-- Excerpted data follows --

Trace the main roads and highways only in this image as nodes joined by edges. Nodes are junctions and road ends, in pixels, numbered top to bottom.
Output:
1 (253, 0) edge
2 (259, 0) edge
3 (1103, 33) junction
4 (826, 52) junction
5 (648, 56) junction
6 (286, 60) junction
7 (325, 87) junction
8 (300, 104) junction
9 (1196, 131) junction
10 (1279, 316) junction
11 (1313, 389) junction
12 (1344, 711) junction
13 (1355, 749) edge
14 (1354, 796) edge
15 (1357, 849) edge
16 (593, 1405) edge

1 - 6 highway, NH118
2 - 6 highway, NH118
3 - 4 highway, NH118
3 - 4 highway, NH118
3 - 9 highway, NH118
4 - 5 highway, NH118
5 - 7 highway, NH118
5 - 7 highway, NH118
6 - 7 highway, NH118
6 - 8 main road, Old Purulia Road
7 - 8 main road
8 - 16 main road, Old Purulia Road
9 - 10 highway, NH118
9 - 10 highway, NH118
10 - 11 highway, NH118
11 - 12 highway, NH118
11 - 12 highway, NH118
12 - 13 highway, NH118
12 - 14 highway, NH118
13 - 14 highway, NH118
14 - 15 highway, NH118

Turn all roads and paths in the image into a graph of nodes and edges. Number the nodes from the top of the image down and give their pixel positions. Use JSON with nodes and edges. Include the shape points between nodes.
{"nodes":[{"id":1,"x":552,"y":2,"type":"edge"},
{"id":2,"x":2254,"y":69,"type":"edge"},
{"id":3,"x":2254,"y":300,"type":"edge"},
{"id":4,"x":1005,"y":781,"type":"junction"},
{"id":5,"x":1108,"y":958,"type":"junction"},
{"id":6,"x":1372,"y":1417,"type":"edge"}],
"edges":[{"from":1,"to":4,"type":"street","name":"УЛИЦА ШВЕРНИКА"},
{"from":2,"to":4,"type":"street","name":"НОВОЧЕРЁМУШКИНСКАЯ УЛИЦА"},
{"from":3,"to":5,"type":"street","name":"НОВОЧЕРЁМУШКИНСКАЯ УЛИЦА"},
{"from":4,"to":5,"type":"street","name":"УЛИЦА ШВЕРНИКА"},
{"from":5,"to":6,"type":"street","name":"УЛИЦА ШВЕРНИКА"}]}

-- Excerpted data concluded --

■ Problem description: Repeat the records above exactly, from the first line to the last.

■ Written reply:
Trace the main roads and highways only in this image as nodes joined by edges. Nodes are junctions and road ends, in pixels, numbered top to bottom.
Output:
1 (253, 0) edge
2 (259, 0) edge
3 (1103, 33) junction
4 (826, 52) junction
5 (648, 56) junction
6 (286, 60) junction
7 (325, 87) junction
8 (300, 104) junction
9 (1196, 131) junction
10 (1279, 316) junction
11 (1313, 389) junction
12 (1344, 711) junction
13 (1355, 749) edge
14 (1354, 796) edge
15 (1357, 849) edge
16 (593, 1405) edge

1 - 6 highway, NH118
2 - 6 highway, NH118
3 - 4 highway, NH118
3 - 4 highway, NH118
3 - 9 highway, NH118
4 - 5 highway, NH118
5 - 7 highway, NH118
5 - 7 highway, NH118
6 - 7 highway, NH118
6 - 8 main road, Old Purulia Road
7 - 8 main road
8 - 16 main road, Old Purulia Road
9 - 10 highway, NH118
9 - 10 highway, NH118
10 - 11 highway, NH118
11 - 12 highway, NH118
11 - 12 highway, NH118
12 - 13 highway, NH118
12 - 14 highway, NH118
13 - 14 highway, NH118
14 - 15 highway, NH118

Turn all roads and paths in the image into a graph of nodes and edges. Number the nodes from the top of the image down and give their pixel positions. Use JSON with nodes and edges. Include the shape points between nodes.
{"nodes":[{"id":1,"x":552,"y":2,"type":"edge"},
{"id":2,"x":2254,"y":69,"type":"edge"},
{"id":3,"x":2254,"y":300,"type":"edge"},
{"id":4,"x":1005,"y":781,"type":"junction"},
{"id":5,"x":1108,"y":958,"type":"junction"},
{"id":6,"x":1372,"y":1417,"type":"edge"}],
"edges":[{"from":1,"to":4,"type":"street","name":"УЛИЦА ШВЕРНИКА"},
{"from":2,"to":4,"type":"street","name":"НОВОЧЕРЁМУШКИНСКАЯ УЛИЦА"},
{"from":3,"to":5,"type":"street","name":"НОВОЧЕРЁМУШКИНСКАЯ УЛИЦА"},
{"from":4,"to":5,"type":"street","name":"УЛИЦА ШВЕРНИКА"},
{"from":5,"to":6,"type":"street","name":"УЛИЦА ШВЕРНИКА"}]}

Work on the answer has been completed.